# Analytic Expressions of Indices for the Upper-triangle Matrix

Published:

Recently, I implemented the negative edge sampling of undirected graphs for PyTorch Geometric. Since $(i, j)$ and $(j, i)$ are the same edge in the undirected graph, I sample entries from the upper triangle of the given adjacency matrix. Easy solution is using numpy.triu_indices, but this suffers from $O(N^2)$ memory complexity (for $G = (V, E)$ and $N = |V|$) from the possible edge space $V \times V$.
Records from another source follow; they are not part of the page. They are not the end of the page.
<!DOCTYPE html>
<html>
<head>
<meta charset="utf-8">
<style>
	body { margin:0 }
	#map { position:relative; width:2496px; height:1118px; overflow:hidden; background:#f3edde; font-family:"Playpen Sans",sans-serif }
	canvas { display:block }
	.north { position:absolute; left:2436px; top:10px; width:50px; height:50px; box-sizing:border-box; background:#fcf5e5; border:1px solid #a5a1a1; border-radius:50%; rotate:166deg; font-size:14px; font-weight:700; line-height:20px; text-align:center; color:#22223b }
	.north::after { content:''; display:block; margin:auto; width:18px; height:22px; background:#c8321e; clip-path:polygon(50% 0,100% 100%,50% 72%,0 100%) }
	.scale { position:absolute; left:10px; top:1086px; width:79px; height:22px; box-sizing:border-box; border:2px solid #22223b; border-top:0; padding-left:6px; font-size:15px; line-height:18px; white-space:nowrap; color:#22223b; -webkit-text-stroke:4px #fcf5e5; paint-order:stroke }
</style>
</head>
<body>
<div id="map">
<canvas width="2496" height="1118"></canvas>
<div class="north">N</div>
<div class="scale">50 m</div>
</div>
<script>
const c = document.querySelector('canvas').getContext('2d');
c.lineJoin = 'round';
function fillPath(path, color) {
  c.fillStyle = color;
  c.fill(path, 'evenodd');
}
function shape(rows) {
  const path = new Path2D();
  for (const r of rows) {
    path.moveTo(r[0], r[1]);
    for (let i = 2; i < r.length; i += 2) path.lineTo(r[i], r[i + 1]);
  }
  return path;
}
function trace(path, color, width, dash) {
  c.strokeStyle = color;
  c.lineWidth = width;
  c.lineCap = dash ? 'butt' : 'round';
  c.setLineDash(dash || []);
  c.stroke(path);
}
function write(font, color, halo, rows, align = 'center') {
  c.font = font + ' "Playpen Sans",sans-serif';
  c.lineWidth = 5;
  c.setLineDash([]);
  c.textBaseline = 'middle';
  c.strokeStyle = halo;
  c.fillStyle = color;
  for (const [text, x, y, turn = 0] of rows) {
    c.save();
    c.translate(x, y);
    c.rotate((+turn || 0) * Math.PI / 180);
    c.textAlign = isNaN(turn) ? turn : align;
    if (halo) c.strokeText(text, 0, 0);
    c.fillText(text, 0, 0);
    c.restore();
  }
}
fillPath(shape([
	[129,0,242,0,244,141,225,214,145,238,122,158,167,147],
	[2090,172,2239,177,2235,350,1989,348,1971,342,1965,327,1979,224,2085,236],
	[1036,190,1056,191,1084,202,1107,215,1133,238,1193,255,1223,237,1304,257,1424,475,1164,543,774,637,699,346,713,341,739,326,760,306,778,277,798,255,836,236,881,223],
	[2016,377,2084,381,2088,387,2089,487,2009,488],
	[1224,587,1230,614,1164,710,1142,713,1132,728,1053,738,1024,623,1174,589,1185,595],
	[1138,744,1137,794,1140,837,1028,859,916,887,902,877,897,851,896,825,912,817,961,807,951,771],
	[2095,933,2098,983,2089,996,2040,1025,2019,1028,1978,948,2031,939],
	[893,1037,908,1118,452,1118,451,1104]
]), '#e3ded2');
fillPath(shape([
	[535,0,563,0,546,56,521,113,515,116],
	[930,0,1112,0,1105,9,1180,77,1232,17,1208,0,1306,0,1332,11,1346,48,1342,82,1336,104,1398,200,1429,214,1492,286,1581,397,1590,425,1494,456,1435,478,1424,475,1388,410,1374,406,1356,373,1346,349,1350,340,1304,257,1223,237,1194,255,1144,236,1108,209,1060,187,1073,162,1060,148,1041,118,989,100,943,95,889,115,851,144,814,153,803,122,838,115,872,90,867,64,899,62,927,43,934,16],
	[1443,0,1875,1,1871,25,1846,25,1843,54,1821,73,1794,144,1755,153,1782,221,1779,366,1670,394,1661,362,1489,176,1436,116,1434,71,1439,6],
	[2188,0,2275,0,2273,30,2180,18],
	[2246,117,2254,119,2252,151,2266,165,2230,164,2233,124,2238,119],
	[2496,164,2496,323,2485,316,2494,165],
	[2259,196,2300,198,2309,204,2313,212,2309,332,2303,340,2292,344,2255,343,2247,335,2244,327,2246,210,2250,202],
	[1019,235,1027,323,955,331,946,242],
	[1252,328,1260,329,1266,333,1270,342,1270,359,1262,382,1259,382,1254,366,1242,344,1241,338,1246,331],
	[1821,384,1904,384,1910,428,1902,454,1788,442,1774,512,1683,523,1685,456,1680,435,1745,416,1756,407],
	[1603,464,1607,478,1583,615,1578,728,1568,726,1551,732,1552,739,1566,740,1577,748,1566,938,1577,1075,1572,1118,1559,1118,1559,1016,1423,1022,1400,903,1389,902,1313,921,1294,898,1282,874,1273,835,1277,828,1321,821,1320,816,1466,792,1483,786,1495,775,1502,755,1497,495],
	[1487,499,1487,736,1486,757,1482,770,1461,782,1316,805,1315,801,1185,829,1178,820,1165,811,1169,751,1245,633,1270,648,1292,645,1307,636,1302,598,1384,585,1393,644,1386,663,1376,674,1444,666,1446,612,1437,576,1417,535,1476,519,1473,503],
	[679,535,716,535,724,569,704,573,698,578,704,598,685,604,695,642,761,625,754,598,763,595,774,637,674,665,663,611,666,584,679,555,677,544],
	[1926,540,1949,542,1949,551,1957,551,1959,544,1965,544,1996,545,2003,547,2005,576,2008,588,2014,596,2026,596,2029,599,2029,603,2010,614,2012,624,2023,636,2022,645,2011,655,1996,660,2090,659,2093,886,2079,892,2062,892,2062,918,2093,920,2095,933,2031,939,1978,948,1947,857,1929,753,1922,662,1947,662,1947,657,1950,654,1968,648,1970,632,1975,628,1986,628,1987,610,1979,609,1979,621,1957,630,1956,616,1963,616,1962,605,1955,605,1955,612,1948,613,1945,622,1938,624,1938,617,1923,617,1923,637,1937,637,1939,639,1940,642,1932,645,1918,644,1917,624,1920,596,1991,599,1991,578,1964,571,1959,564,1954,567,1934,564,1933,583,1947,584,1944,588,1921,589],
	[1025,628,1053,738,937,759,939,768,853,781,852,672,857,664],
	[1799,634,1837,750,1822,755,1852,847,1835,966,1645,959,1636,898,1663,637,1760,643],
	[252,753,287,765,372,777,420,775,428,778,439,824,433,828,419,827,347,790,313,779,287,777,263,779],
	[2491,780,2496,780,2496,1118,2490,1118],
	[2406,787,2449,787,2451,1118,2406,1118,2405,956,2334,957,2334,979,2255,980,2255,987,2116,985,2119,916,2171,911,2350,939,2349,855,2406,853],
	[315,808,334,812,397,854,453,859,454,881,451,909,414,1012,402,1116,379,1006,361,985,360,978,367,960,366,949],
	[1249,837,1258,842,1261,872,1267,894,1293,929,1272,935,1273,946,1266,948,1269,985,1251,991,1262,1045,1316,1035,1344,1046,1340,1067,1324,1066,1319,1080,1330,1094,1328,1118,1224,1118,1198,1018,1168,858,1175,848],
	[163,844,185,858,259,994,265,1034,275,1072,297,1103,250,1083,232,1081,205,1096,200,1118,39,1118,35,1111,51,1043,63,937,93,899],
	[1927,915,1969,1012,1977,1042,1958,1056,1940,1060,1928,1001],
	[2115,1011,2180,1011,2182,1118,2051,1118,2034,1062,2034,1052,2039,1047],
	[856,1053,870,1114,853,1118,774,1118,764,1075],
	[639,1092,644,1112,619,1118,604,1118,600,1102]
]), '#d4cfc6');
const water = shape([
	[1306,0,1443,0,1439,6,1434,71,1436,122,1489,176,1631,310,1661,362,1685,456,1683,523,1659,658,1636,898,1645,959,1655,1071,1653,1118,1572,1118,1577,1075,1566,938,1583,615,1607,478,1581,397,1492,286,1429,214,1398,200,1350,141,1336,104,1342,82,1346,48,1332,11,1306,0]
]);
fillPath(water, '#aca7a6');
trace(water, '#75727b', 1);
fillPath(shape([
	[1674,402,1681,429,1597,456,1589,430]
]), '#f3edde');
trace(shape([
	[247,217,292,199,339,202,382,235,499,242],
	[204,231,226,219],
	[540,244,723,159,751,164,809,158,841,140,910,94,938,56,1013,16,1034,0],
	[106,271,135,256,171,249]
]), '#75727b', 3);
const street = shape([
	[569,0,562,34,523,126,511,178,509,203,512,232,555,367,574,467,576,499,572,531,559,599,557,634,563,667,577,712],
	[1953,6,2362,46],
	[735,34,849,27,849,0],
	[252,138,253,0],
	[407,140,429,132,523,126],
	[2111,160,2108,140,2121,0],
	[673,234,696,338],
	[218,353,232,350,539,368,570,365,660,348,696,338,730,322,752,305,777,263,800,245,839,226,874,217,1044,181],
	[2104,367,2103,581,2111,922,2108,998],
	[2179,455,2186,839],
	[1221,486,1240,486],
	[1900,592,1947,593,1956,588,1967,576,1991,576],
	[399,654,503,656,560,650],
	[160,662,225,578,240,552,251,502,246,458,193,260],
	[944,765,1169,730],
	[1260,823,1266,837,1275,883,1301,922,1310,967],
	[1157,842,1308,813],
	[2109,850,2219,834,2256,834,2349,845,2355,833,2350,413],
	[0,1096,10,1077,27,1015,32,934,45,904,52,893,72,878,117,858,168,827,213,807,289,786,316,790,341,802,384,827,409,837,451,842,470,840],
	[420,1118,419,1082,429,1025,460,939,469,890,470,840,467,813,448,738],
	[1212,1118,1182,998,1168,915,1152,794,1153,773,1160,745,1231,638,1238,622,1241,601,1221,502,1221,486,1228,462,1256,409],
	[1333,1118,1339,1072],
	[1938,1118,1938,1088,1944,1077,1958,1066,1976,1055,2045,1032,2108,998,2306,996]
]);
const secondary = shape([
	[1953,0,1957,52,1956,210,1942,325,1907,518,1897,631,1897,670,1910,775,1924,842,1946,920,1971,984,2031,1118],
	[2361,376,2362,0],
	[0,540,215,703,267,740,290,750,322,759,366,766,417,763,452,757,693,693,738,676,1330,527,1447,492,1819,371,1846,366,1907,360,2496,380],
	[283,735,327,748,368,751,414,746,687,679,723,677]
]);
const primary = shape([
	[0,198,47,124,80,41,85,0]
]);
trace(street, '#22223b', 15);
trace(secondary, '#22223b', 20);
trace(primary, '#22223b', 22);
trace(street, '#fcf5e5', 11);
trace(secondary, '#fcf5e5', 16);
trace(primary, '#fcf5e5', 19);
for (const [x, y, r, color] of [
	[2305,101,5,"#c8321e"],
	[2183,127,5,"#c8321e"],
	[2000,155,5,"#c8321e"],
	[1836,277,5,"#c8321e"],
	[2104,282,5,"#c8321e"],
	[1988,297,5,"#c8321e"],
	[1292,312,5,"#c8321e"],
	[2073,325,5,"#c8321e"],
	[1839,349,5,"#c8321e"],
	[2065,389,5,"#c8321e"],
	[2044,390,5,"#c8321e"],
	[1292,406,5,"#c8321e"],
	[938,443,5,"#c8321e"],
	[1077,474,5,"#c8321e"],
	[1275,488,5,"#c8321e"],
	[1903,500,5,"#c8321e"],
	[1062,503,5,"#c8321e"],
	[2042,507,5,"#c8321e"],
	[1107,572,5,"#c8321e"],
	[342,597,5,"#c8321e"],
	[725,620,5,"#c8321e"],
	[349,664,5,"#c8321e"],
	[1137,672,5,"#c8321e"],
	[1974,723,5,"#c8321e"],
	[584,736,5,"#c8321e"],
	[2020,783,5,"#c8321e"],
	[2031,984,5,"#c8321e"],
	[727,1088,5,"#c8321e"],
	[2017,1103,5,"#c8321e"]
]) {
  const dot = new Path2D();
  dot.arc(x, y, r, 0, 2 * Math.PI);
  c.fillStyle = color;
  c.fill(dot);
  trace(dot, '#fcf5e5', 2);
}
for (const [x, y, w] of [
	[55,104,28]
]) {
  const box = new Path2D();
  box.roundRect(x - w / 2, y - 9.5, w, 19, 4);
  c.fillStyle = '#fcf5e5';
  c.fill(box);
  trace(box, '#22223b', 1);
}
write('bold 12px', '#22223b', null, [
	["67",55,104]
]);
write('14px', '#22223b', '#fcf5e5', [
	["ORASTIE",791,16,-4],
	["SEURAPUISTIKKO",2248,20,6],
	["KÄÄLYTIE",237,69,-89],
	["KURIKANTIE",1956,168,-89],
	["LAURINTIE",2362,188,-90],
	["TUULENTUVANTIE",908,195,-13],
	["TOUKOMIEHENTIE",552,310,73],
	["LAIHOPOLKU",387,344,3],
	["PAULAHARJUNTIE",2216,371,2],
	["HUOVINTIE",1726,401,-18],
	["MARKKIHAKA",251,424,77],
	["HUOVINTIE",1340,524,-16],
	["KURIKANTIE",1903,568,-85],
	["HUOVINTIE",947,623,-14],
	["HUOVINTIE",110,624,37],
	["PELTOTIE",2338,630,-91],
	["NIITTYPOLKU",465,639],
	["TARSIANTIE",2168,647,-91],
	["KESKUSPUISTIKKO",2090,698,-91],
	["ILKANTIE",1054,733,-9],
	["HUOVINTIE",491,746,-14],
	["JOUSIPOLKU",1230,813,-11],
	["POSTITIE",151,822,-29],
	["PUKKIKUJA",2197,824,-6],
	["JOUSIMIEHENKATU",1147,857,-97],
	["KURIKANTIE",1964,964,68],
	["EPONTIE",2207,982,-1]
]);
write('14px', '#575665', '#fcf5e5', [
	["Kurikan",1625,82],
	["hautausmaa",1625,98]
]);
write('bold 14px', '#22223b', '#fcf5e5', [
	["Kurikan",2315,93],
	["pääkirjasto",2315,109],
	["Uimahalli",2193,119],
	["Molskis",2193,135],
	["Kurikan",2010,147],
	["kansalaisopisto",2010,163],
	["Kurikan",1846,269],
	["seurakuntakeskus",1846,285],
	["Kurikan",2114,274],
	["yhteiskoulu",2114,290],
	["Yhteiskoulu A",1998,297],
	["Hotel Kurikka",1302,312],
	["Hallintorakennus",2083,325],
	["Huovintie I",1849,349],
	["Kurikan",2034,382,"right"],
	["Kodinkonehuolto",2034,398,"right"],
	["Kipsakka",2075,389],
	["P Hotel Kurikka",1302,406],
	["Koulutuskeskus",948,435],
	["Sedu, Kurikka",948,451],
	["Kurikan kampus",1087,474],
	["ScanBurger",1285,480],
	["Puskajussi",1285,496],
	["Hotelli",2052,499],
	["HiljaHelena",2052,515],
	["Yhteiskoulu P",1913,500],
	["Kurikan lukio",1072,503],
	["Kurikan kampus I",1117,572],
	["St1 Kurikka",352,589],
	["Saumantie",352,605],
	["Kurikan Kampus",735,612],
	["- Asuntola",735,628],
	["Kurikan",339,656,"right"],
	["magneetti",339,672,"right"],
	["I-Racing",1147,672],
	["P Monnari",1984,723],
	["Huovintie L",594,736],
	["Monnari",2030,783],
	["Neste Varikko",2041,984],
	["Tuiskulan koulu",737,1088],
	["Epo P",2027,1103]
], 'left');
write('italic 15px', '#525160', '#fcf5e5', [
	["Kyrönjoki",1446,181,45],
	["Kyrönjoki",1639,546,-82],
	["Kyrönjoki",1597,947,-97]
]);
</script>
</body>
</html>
For the negative sampling of directed graphs, the existing code of PyTorch Geometric first converts the coordinates $(i, j)$ to linear (or consecutive) indices $N \cdot i + j$ and samples indices from $[ 0, N^2 - 1 ]$ (range(N ** 2)). Note that using python standard random.sample with range is really memory-efficient as the docs says.

In order to apply this to the undirected version of negative sampling, we need to convert the upper triangle matrix into linear indices. For example, the linear indices of the $N = 4$ graph’s upper triangle matrix will be:

0  1  2  3
-  4  5  6
-  -  7  8
-  -  -  9


Encoding the coordinate $(i, j)$ to the linear index $X$ is straightforward. The cumulative number of neglected entries for the $i$th row is $\sum_{x=0}^{i} x = \frac{i (i + 1)}{2}$, so substracting this value to the indices of the original matrix will be the solution.

$X = Ni + j - \frac{i (i + 1)}{2}$.

What about the inverse? Can we infer $i$ and $j$ from $X$? The answer is yes. There are analytic expressions of $i$ and $j$ in terms of $X$, and actually are well known results in StackOverflow [1, 2].

$i = N - 1 - \left[\frac{-1 + \sqrt{(2N+1)^2 - 8 (X + 1)}}{2} \right]$

$j = X - Ni + \frac{i (i + 1)}{2}$

i = N - 1 - np.floor((-1 + np.sqrt((2 * N + 1) ** 2 - 8 * (X + 1))) / 2)
j = X - i * (2 * N - i - 1) // 2


My sincere friend, Chaehwan Song, explained to me how the above equations are derived. With her permission, I describe her solution in this post.

The size of the shaded area is $\sum_{z=1}^{N} z - (X + 1) = \frac{N(N+1)}{2} - (X + 1)$, and from the right figure, we know that the following equation holds.

$\sum_{z=1}^{N - 1 - i} z \leq \frac{N(N+1)}{2} - (X + 1) < \sum_{z=1}^{N - i} z$

$\Rightarrow \frac{(N-1-i)(N-i)}{2} \leq \frac{N(N+1)}{2} - (X + 1) < \frac{(N-i)(N-i+1)}{2}$ (①)

Let $i^c = N - 1 - i$ (for simplicity), $f(x) = \frac{x(x+1)}{2}$, and $k \in [0, N]$ s.t. $f(k) = \frac{N(N+1)}{2} - X$.

Then, equation ① becomes $f(i^c) \leq f(k) < f(i^c + 1)$.

Since $f(x)$ is monotically increasing at $[0, N]$, we obatin $i^c \leq k < i^c + 1$, which directly implies that $[ k ] = i^c$ holds (②).

From the definition of $k$,

$f(k) = \frac{k(k+1)}{2} = \frac{N(N+1)}{2} - (X + 1)$

$\Rightarrow k = \frac{-1 \pm \sqrt{(2N+1)^2 - 8 (X + 1)}}{2}$,

and proper $k \in [0, N]$ is $k = \frac{-1 + \sqrt{(2N+1)^2 - 8 (X + 1)}}{2}$.

From ②, we have $i^c = \left[ \frac{-1 + \sqrt{(2N+1)^2 - 8 (X + 1)}}{2} \right]$.

$\therefore i = N - 1 - \left[\frac{-1 + \sqrt{(2N+1)^2 - 8 (X + 1)}}{2} \right]$,

and $j$ follows in a straightforward way.